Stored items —

════════

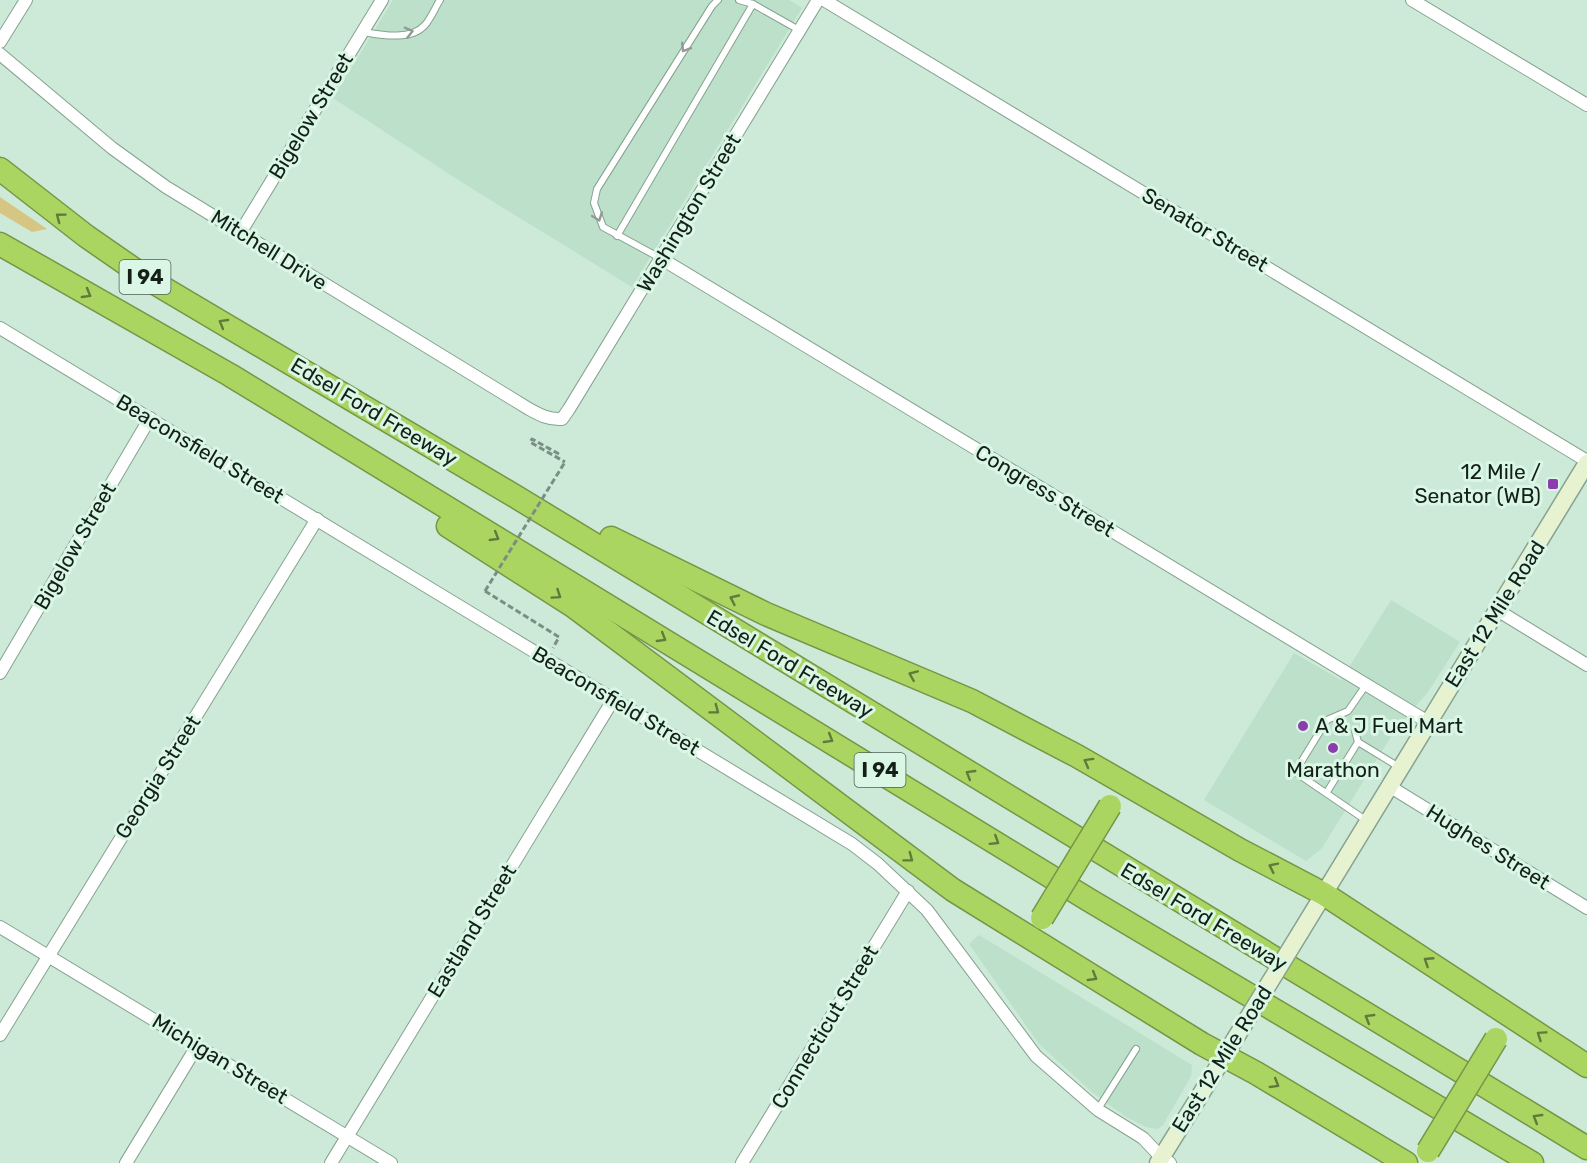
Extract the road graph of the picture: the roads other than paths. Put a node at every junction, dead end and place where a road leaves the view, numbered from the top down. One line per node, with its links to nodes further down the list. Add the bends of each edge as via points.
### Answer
1 (26, 0): 12 (street)
2 (382, 0): 11 (street, Bigelow Street)
3 (440, 0): 11 (lane, one-way to 3, via 389,36 416,31 424,26)
4 (718, 0): 17 (lane, one-way to 17, via 597,189 597,215 603,227)
5 (740, 0): 9 (lane)
6 (818, 0): 10 (street, Washington Street)
7 (824, 0): 24 (street, Senator Street)
8 (1412, 0): 14 (street)
9 (753, 4): 10 (lane); 17 (lane)
10 (800, 31): 19 (street, Washington Street)
11 (363, 32): 16 (street, Bigelow Street)
12 (0, 42)
13 (0, 54): 16 (street, Mitchell Drive, via 112,148)
14 (1587, 105)
15 (0, 169): 25 (highway, Edsel Ford Freeway / I 94, one-way to 15, via 148,279 86,237)
16 (240, 233): 23 (street, Mitchell Drive, via 529,409)
17 (617, 236): 19 (lane)
18 (0, 244): 21 (highway, Edsel Ford Freeway / I 94, one-way to 21)
19 (662, 259): 23 (street, Washington Street, via 569,410 562,419); 30 (street, Congress Street)
20 (0, 328): 22 (street, Beaconsfield Street)
21 (230, 375): 46 (highway, one-way to 46, via 352,467 573,606 931,874); 63 (highway, Edsel Ford Freeway / I 94, one-way to 63, via 1089,900)
22 (150, 418): 26 (street, Beaconsfield Street); 29 (street, Bigelow Street)
23 (555, 419)
24 (1587, 462): 27 (main road, East 12 Mile Road)
25 (513, 495): 39 (highway, one-way to 25, via 964,697 766,614 576,519); 56 (highway, Edsel Ford Freeway / I 94, one-way to 25)
26 (316, 519): 31 (street, Beaconsfield Street); 47 (street, Georgia Street)
27 (1497, 610): 28 (street); 34 (main road, East 12 Mile Road)
28 (1587, 665)
29 (0, 673)
30 (1366, 684): 32 (lane); 34 (street, Congress Street)
31 (613, 700): 42 (street, Beaconsfield Street, via 852,844); 55 (street, Eastland Street)
32 (1348, 711): 33 (lane); 40 (lane, via 1327,720 1295,772)
33 (1352, 720)
34 (1428, 723): 37 (main road, East 12 Mile Road)
35 (1355, 731): 36 (lane)
36 (1358, 742): 37 (lane); 40 (lane)
37 (1400, 768): 38 (main road, East 12 Mile Road)
38 (1389, 786): 41 (main road, East 12 Mile Road); 44 (street, Hughes Street)
39 (1139, 791): 43 (highway, one-way to 39); 46 (highway, bridge, via 1122,795 1110,807 1042,918 1038,932)
40 (1327, 792): 41 (lane)
41 (1367, 821): 43 (main road, East 12 Mile Road)
42 (908, 891): 54 (street, Beaconsfield Street, via 961,952 1036,1056); 62 (street, Connecticut Street)
43 (1324, 894): 48 (highway, one-way to 43); 51 (main road, East 12 Mile Road, bridge)
44 (1587, 908)
45 (0, 927): 47 (street, Michigan Street)
46 (1043, 947): 51 (highway, one-way to 51)
47 (49, 955): 49 (street, Georgia Street); 50 (street, Michigan Street)
48 (1494, 1004): 53 (highway, one-way to 48); 58 (highway, bridge, via 1500,1023 1496,1040 1428,1151 1417,1159)
49 (0, 1035)
50 (197, 1046): 55 (street, Michigan Street); 59 (street)
51 (1230, 1047): 57 (main road, East 12 Mile Road); 58 (highway, one-way to 58)
52 (1136, 1049): 54 (lane)
53 (1587, 1065)
54 (1098, 1110): 57 (street, Beaconsfield Street, via 1143,1138)
55 (347, 1137): 60 (street, Eastland Street); 61 (street, Michigan Street)
56 (1587, 1148)
57 (1163, 1161)
58 (1403, 1161)
59 (126, 1163)
60 (331, 1163)
61 (391, 1163)
62 (742, 1163)
63 (1532, 1163)

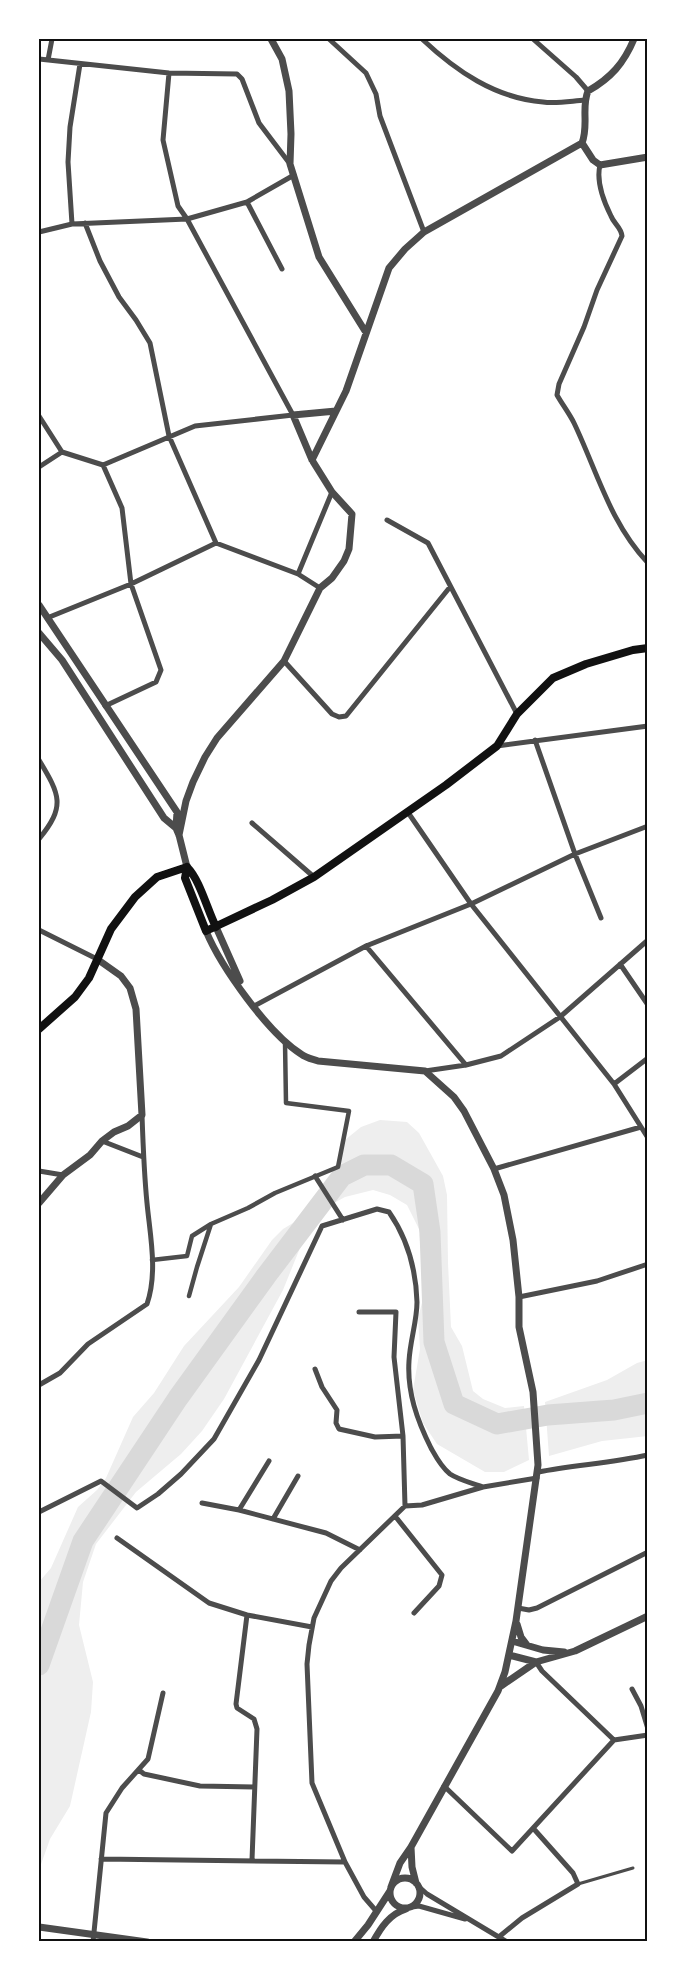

════════

Exercise prompt —
If a line in the records has the word "Mitchell", copy that line.

Output of the task —
13 (0, 54): 16 (street, Mitchell Drive, via 112,148)
16 (240, 233): 23 (street, Mitchell Drive, via 529,409)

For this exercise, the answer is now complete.